By the end of the 1960s, Socialist Realism in the Soviet Union had produced academic pictures of heroes and heroines of the revolution, pictures of work, and of political meetings. Certain artists began to make use of these clichéd images of nationalism and power, by parodying them and by creating ironic contrasts. These “unofficial” artists – the antithesis of the “official” artists sponsored by the State, were obviously not allowed to show their works in the Soviet Union. During the 1970s many of them were permitted to emigrate to the West. Ilya Kabakov was one such émigré, albeit later on. He left the USSR in 1987 and currently divides his time between New York, Paris, and Moscow.

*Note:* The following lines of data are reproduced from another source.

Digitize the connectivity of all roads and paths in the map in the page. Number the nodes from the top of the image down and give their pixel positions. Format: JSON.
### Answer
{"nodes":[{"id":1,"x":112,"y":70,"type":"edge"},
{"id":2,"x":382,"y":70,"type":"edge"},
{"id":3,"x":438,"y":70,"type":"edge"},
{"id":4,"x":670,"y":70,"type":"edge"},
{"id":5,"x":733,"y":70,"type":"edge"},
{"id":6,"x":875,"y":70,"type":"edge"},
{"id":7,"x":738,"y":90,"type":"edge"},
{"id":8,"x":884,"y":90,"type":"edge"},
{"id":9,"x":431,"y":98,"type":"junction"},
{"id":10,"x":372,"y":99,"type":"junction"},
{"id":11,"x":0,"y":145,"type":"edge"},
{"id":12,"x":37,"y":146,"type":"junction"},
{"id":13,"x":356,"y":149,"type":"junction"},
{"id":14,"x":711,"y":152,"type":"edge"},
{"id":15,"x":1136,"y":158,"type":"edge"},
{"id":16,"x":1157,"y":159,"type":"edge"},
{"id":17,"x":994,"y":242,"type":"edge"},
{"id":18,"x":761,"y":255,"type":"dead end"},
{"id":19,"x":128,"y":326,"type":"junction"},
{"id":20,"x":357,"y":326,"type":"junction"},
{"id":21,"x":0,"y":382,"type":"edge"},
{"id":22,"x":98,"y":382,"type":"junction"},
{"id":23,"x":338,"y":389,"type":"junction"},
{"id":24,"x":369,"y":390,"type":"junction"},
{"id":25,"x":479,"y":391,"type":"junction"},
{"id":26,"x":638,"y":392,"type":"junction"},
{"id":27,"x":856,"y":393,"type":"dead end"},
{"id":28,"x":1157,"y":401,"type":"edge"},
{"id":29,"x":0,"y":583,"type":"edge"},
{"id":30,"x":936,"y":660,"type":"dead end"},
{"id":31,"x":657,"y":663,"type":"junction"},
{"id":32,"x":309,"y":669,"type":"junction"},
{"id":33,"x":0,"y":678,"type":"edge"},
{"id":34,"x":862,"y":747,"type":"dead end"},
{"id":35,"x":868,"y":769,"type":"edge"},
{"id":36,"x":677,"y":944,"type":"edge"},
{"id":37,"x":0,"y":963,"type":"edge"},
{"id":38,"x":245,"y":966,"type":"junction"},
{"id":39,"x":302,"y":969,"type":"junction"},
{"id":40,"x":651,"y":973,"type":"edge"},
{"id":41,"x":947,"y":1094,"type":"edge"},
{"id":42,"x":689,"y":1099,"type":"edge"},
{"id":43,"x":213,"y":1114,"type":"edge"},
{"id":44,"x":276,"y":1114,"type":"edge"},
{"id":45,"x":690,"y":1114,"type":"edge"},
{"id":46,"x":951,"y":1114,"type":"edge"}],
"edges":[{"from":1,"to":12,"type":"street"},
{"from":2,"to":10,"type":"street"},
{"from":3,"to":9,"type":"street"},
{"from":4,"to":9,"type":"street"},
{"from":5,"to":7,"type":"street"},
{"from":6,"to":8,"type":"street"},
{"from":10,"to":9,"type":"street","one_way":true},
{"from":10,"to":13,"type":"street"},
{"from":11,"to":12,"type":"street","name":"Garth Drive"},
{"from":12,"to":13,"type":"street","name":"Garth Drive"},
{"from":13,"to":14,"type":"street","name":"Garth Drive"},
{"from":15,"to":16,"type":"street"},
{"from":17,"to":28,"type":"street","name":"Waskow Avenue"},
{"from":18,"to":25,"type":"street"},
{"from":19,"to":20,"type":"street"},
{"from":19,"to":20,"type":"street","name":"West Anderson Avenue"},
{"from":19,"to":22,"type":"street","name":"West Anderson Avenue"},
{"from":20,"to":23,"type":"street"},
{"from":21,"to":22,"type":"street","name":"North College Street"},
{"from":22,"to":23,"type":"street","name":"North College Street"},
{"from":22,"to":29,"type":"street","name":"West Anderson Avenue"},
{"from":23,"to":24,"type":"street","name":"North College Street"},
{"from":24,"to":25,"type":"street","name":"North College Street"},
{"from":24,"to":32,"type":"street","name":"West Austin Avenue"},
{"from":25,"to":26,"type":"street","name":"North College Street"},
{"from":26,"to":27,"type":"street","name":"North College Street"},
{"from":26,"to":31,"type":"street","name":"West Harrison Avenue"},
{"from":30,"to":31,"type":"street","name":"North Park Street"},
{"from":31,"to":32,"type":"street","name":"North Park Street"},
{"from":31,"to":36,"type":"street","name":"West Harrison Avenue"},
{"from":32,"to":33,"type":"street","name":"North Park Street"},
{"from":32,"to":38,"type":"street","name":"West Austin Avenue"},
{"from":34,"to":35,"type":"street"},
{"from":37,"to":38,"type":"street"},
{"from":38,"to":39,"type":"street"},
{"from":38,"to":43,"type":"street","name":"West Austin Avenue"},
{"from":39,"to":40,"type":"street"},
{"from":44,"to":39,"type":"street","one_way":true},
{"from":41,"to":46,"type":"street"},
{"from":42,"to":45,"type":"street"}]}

Albums:  Editions of 10 Characters

One of Ilya Kabakov’s most famous and influential albums from the 10 Characters series, which he produced in the early 1970s as an unofficial artist working in Moscow.  This edition was issued in 1994-1996.

About the 10 Characters Albums

Kabakov’s major output during the 1970s consisted of albums like this one:  collections of drawings and text assembled in “books” of 30 to 100 pages each and performed for friends and fellow artists at Kabakov’s famous Sretensky Boulevard attic studio.  The 10 Characters albums were the first of this genre Kabakov created and remain the most influential on his later work and on Russian contemporary art in general.  This series of albums can be seen as a turning point for Kabakov. The ten albums tell ten fables: they suggest ten positions from which Homo Sovieticus can react to his world, ten psychological attitudes, ten perspectives on emptiness, ten parodies of the aesthetic traditions through which Kabakov evolved his vocabulary, ten aspects of Kabakov’s personality.

The 10 Characters albums have been exhibited individually and collectively in museums around the world; the originals are in the collections of the Centre Pompidou in Paris. A two-volume catalog was printed in 1995 to accompany exhibitions in the contemporary art museums of Helsinki and Oslo.